[[ Entries supplied, beginning ]]

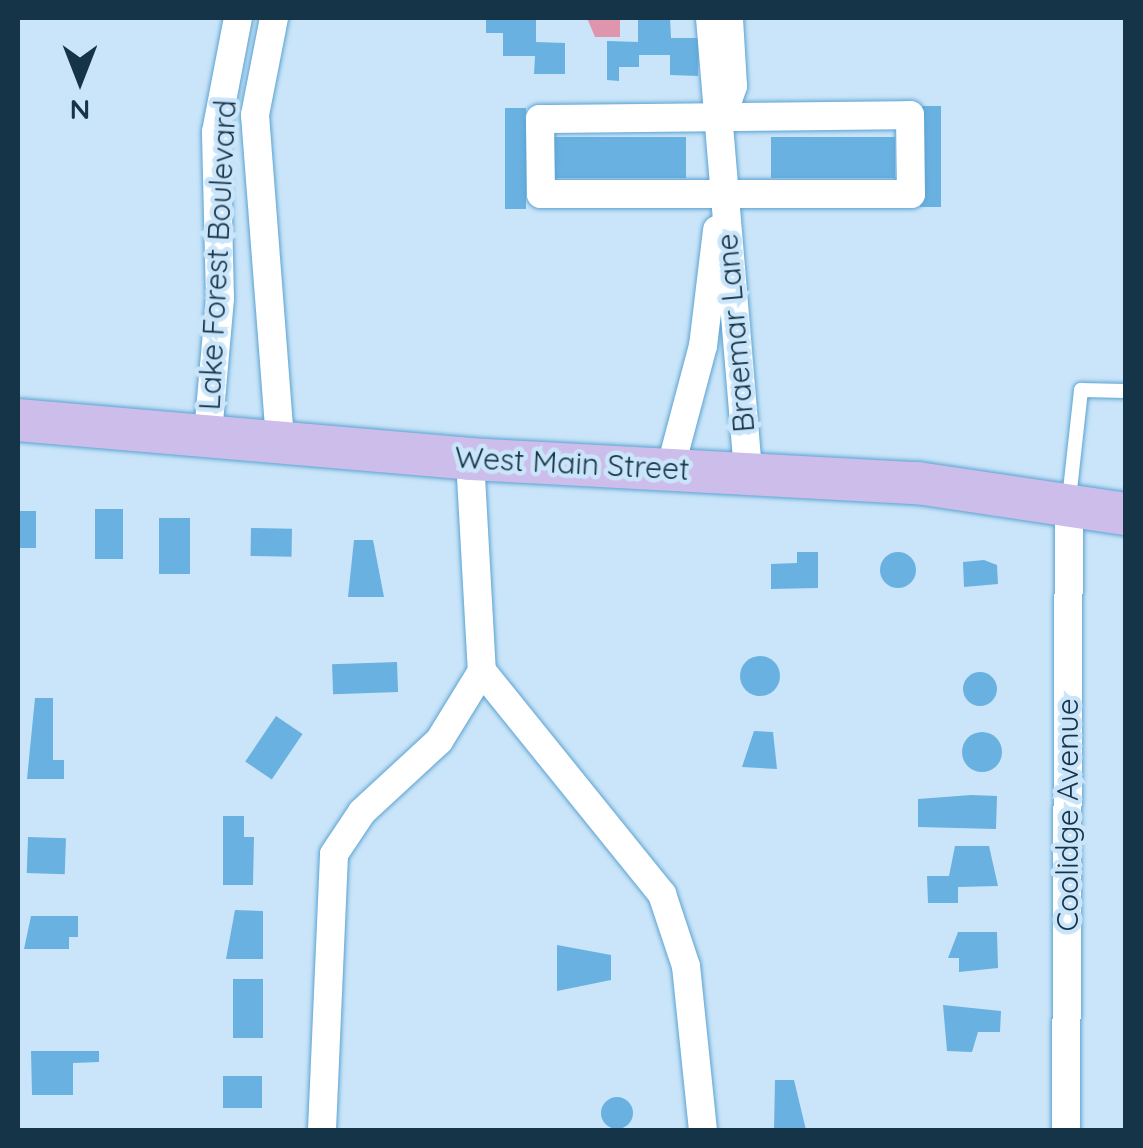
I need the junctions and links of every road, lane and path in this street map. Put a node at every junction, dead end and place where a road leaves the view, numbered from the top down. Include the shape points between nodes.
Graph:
1 (238, 18) edge
2 (274, 18) edge
3 (710, 18) edge
4 (729, 18) edge
5 (723, 116) junction
6 (723, 194) junction
7 (1126, 390) edge
8 (18, 420) edge
9 (208, 433) junction
10 (280, 438) junction
11 (470, 460) junction
12 (671, 466) junction
13 (748, 471) junction
14 (1069, 500) junction
15 (1126, 514) edge
16 (482, 671) junction
17 (322, 1130) edge
18 (703, 1130) edge
19 (1066, 1130) edge

1 - 9 street, Lake Forest Boulevard via 216,132 220,298
2 - 10 street, Lake Forest Boulevard via 255,114
3 - 5 street, Braemar Lane
4 - 5 street, Braemar Lane via 733,86
5 - 6 street, Braemar Lane
5 - 6 street via 540,119 542,194
5 - 6 street via 910,116 912,194
6 - 12 street, Braemar Lane via 703,346
6 - 13 street, Braemar Lane
7 - 14 lane via 1081,390
8 - 9 main road, West Main Street
9 - 10 main road, West Main Street
10 - 11 main road, West Main Street
11 - 12 main road, West Main Street
11 - 16 street
12 - 13 main road, West Main Street
13 - 14 main road, West Main Street
14 - 15 main road, West Main Street
14 - 19 street, Coolidge Avenue
16 - 17 street via 439,741 362,812 334,854
16 - 18 street via 662,894 688,981

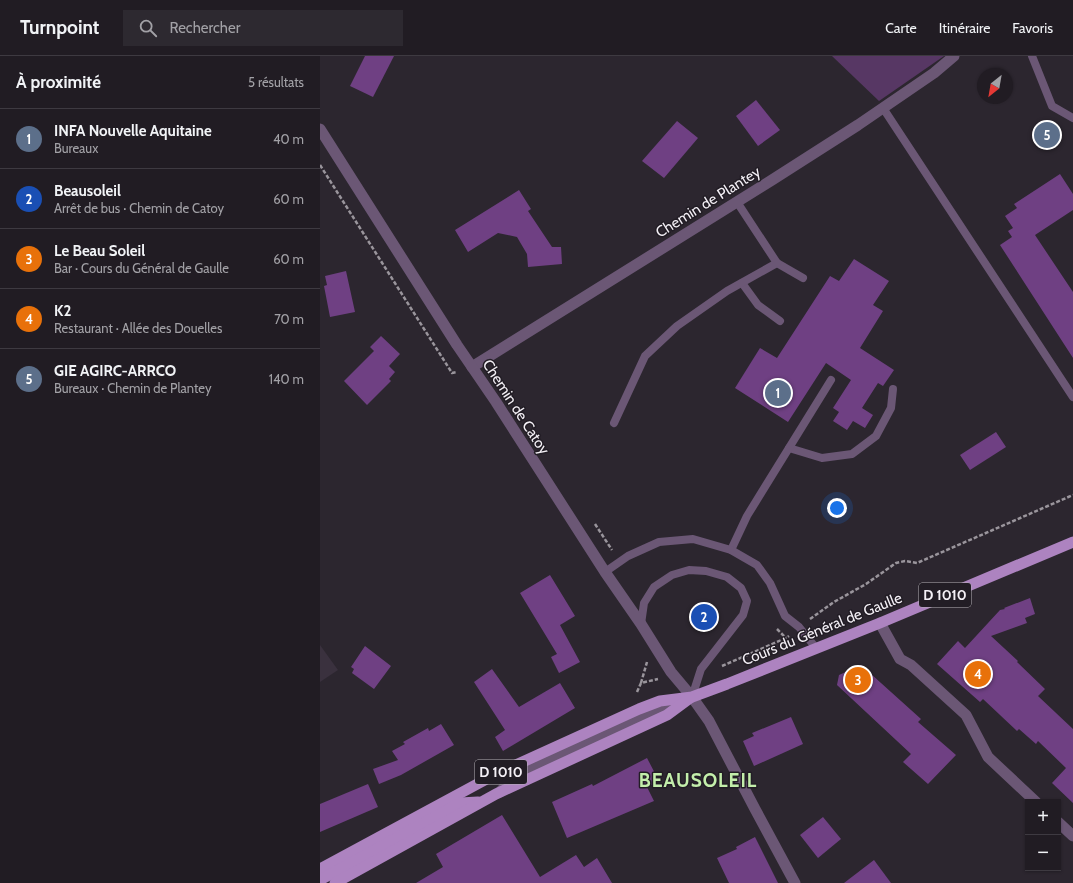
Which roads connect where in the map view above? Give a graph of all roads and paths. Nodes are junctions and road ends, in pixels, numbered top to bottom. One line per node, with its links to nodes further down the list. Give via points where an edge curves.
1 (954, 56): 3 (street, Chemin de Plantey)
2 (1032, 56): 4 (lane, via 1052,106)
3 (883, 108): 7 (street, Chemin de Plantey); 15 (lane)
4 (1073, 118)
5 (320, 129): 12 (street, Chemin de Catoy)
6 (320, 165): 12 (path, via 452,373)
7 (737, 202): 8 (lane); 12 (street, Chemin de Plantey)
8 (776, 263): 9 (lane); 10 (lane)
9 (803, 278)
10 (742, 283): 11 (lane, via 758,305); 16 (lane, via 677,326 645,356)
11 (780, 321)
12 (472, 367): 21 (street, Chemin de Catoy)
13 (831, 380): 17 (lane)
14 (893, 389): 17 (lane, via 891,408 876,436 852,454 822,458)
15 (1073, 397)
16 (614, 423)
17 (789, 448): 20 (lane, via 747,516)
18 (1073, 495): 24 (path, via 917,563 896,563 834,602)
19 (1073, 542): 22 (main road, Cours du Général de Gaulle / D 1010)
20 (731, 550): 21 (lane, via 693,540 659,542 628,556); 24 (lane, via 757,565 770,583 785,616)
21 (606, 572): 23 (street, Chemin de Catoy)
22 (880, 622): 25 (main road, Cours du Général de Gaulle / D 1010); 28 (street, via 900,659 911,665 966,715 988,757)
23 (641, 624): 26 (lane, via 644,603 654,587 672,575 689,570 706,571 727,577 741,588 747,601 743,615); 27 (street, Chemin de Catoy, via 671,672)
24 (799, 628): 25 (lane); 26 (path, via 786,638 722,666)
25 (816, 648): 27 (main road, Cours du Général de Gaulle / D 1010)
26 (701, 669): 27 (lane)
27 (692, 697): 31 (main road, Cours du Général de Gaulle / D 1010, via 667,715 500,792); 31 (main road, Cours du Général de Gaulle / D 1010, via 660,701 639,709 494,775); 33 (street, Chemin de Catoy, via 718,735)
28 (1033, 799)
29 (1061, 825): 30 (street)
30 (1073, 836)
31 (330, 876): 32 (main road)
32 (320, 880)
33 (795, 883)

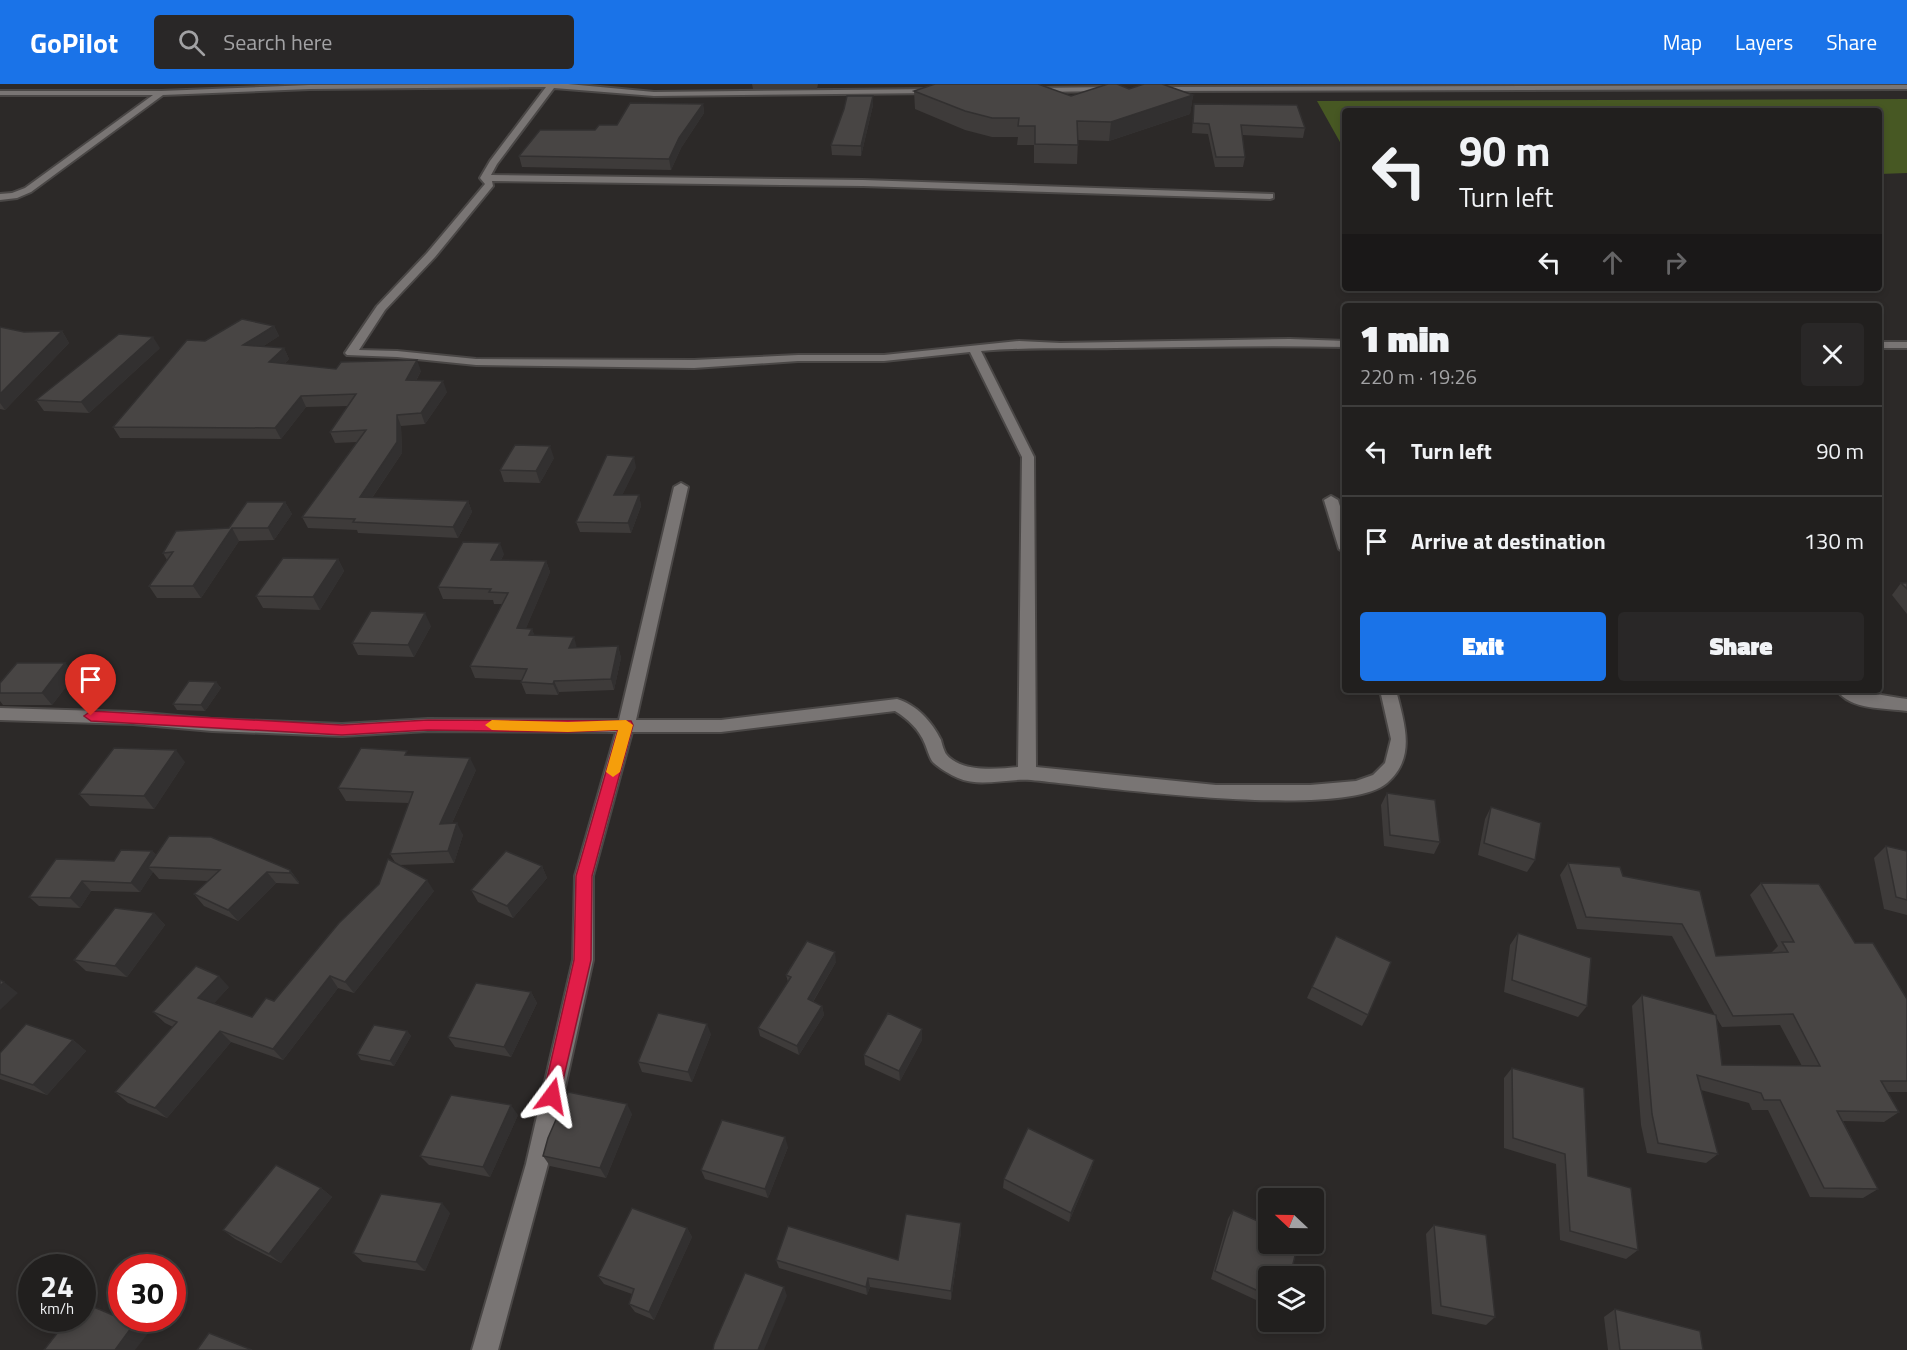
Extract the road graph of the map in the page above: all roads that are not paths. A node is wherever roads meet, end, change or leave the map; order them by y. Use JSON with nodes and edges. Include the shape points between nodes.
{"nodes":[{"id":1,"x":57,"y":84,"type":"edge"},
{"id":2,"x":552,"y":85,"type":"edge"},
{"id":3,"x":1907,"y":87,"type":"edge"},
{"id":4,"x":1120,"y":89,"type":"edge"},
{"id":5,"x":1143,"y":89,"type":"edge"},
{"id":6,"x":1026,"y":90,"type":"edge"},
{"id":7,"x":944,"y":91,"type":"edge"},
{"id":8,"x":0,"y":93,"type":"edge"},
{"id":9,"x":43,"y":93,"type":"junction"},
{"id":10,"x":162,"y":93,"type":"junction"},
{"id":11,"x":485,"y":178,"type":"junction"},
{"id":12,"x":1270,"y":196,"type":"dead end"},
{"id":13,"x":0,"y":197,"type":"edge"},
{"id":14,"x":1342,"y":344,"type":"edge"},
{"id":15,"x":1882,"y":345,"type":"edge"},
{"id":16,"x":1907,"y":345,"type":"edge"},
{"id":17,"x":974,"y":348,"type":"junction"},
{"id":18,"x":681,"y":487,"type":"dead end"},
{"id":19,"x":1330,"y":500,"type":"dead end"},
{"id":20,"x":1342,"y":537,"type":"edge"},
{"id":21,"x":1389,"y":693,"type":"edge"},
{"id":22,"x":1850,"y":693,"type":"edge"},
{"id":23,"x":1907,"y":705,"type":"edge"},
{"id":24,"x":0,"y":714,"type":"edge"},
{"id":25,"x":626,"y":725,"type":"junction"},
{"id":26,"x":1027,"y":772,"type":"junction"},
{"id":27,"x":485,"y":1350,"type":"edge"}],
"edges":[{"from":1,"to":9,"type":"street"},
{"from":2,"to":7,"type":"street","via":[[654,94]]},
{"from":2,"to":10,"type":"street"},
{"from":2,"to":11,"type":"street"},
{"from":3,"to":5,"type":"street"},
{"from":4,"to":6,"type":"street"},
{"from":8,"to":9,"type":"street"},
{"from":9,"to":10,"type":"street"},
{"from":10,"to":13,"type":"street","via":[[28,190]]},
{"from":11,"to":12,"type":"street","via":[[863,183]]},
{"from":11,"to":17,"type":"street","via":[[490,184],[416,272],[395,291],[351,352],[476,362],[694,364],[884,358]]},
{"from":14,"to":17,"type":"street","via":[[1019,344]]},
{"from":15,"to":16,"type":"street"},
{"from":17,"to":26,"type":"street","via":[[1028,457]]},
{"from":18,"to":25,"type":"street"},
{"from":19,"to":20,"type":"street"},
{"from":21,"to":26,"type":"street","via":[[1399,739],[1393,766],[1379,780],[1357,788],[1216,792]]},
{"from":22,"to":23,"type":"street","via":[[1861,699]]},
{"from":24,"to":25,"type":"street","via":[[342,730],[428,725]]},
{"from":25,"to":26,"type":"street","via":[[721,726],[897,705],[917,715],[939,758],[964,773],[985,776]]},
{"from":25,"to":27,"type":"street","via":[[584,876],[583,960],[539,1153]]}]}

[[ Entries supplied, end ]]

[Exercise description]: Go through the material and report each line that holds the string "Plantey".

[Exercise response]:
1 (954, 56): 3 (street, Chemin de Plantey)
3 (883, 108): 7 (street, Chemin de Plantey); 15 (lane)
7 (737, 202): 8 (lane); 12 (street, Chemin de Plantey)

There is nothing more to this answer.